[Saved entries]

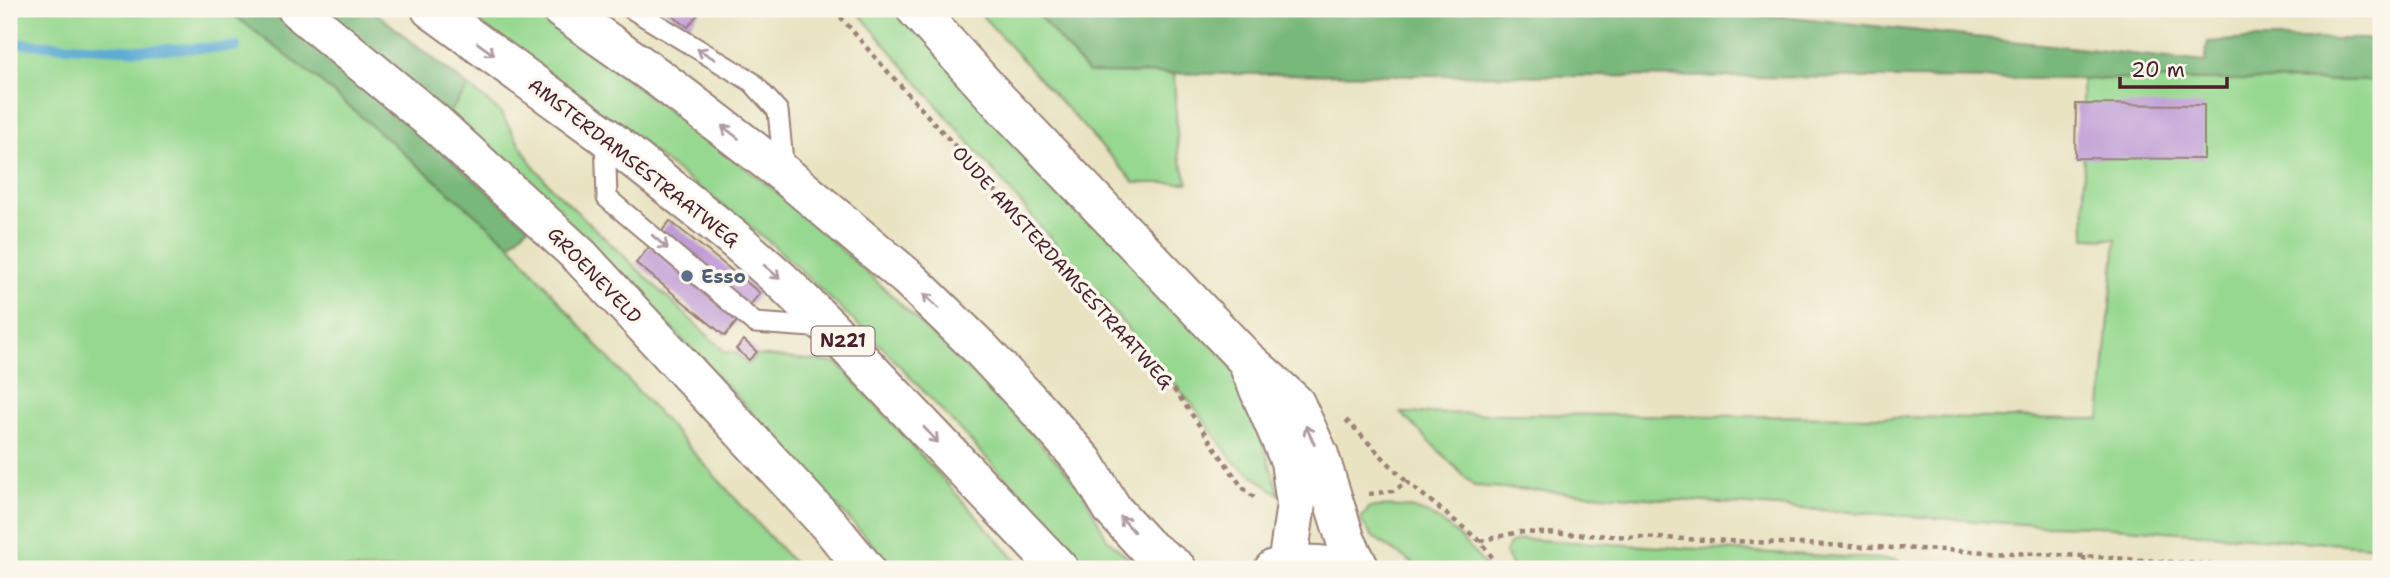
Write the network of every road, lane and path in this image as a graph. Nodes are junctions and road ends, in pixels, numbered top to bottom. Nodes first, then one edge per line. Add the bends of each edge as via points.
1 (298, 9) edge
2 (431, 9) edge
3 (561, 9) edge
4 (632, 9) edge
5 (834, 9) edge
6 (916, 9) edge
7 (606, 136) junction
8 (784, 174) junction
9 (830, 328) junction
10 (1245, 358) junction
11 (1334, 499) junction
12 (1296, 503) junction
13 (1480, 541) junction
14 (2084, 556) junction
15 (2215, 567) edge
16 (1280, 568) edge
17 (864, 569) edge
18 (1059, 569) edge
19 (1177, 569) edge
20 (1342, 569) edge
21 (1360, 569) edge
22 (1501, 569) edge
23 (2084, 569) edge
24 (2241, 569) edge

1 - 17 street, GROENEVELD via 436,124 580,256 830,526
2 -> 7 street, AMSTERDAMSESTRAATWEG / N221
8 -> 3 street
8 -> 4 lane via 778,111 752,82
5 - 12 path, OUDE AMSTERDAMSESTRAATWEG via 1179,396 1242,487 1266,505
6 - 10 street
7 -> 9 street, AMSTERDAMSESTRAATWEG / N221 via 732,237
7 -> 9 lane via 607,198 755,323
19 -> 8 street via 1146,546 1113,510 1084,462 980,348 908,278
9 -> 18 street, AMSTERDAMSESTRAATWEG / N221
11 -> 10 street via 1295,403
10 - 12 street via 1290,461
11 - 13 path via 1393,491 1407,482
11 - 21 street
12 - 16 street via 1293,538
13 - 14 path via 1518,532
13 - 22 path
14 - 15 path
14 - 23 path
15 - 24 path
16 - 20 street via 1317,565

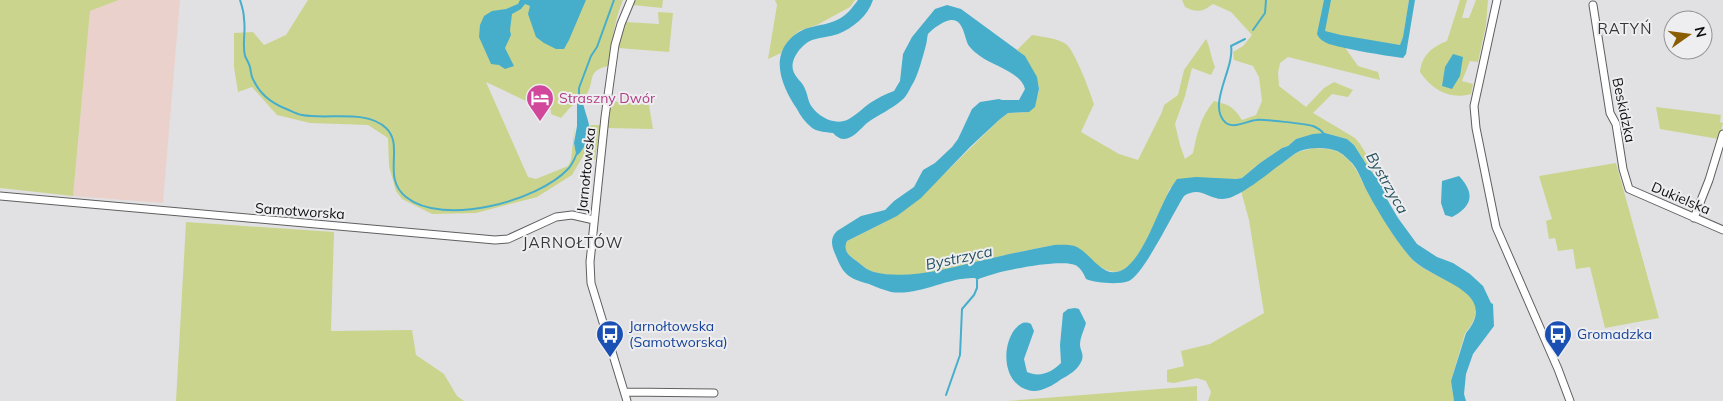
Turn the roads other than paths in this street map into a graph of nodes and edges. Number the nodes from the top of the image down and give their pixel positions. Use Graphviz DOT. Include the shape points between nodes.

**WHAT YOU WILL DO**
Copy the data exactly. Pictures do not belong in the copy.

**TASK OUTPUT**
Write the network of every road, lane and path in this image as a graph. Nodes are junctions and road ends, in pixels, numbered top to bottom. Nodes first, then one edge per line. Add the bends of each edge as via points.
1 (298, 9) edge
2 (431, 9) edge
3 (561, 9) edge
4 (632, 9) edge
5 (834, 9) edge
6 (916, 9) edge
7 (606, 136) junction
8 (784, 174) junction
9 (830, 328) junction
10 (1245, 358) junction
11 (1334, 499) junction
12 (1296, 503) junction
13 (1480, 541) junction
14 (2084, 556) junction
15 (2215, 567) edge
16 (1280, 568) edge
17 (864, 569) edge
18 (1059, 569) edge
19 (1177, 569) edge
20 (1342, 569) edge
21 (1360, 569) edge
22 (1501, 569) edge
23 (2084, 569) edge
24 (2241, 569) edge

1 - 17 street, GROENEVELD via 436,124 580,256 830,526
2 -> 7 street, AMSTERDAMSESTRAATWEG / N221
8 -> 3 street
8 -> 4 lane via 778,111 752,82
5 - 12 path, OUDE AMSTERDAMSESTRAATWEG via 1179,396 1242,487 1266,505
6 - 10 street
7 -> 9 street, AMSTERDAMSESTRAATWEG / N221 via 732,237
7 -> 9 lane via 607,198 755,323
19 -> 8 street via 1146,546 1113,510 1084,462 980,348 908,278
9 -> 18 street, AMSTERDAMSESTRAATWEG / N221
11 -> 10 street via 1295,403
10 - 12 street via 1290,461
11 - 13 path via 1393,491 1407,482
11 - 21 street
12 - 16 street via 1293,538
13 - 14 path via 1518,532
13 - 22 path
14 - 15 path
14 - 23 path
15 - 24 path
16 - 20 street via 1317,565

Turn the roads other than paths in this street map into a graph of nodes and edges. Number the nodes from the top of the image down and give their pixel positions. Use Graphviz DOT. Include the shape points between nodes.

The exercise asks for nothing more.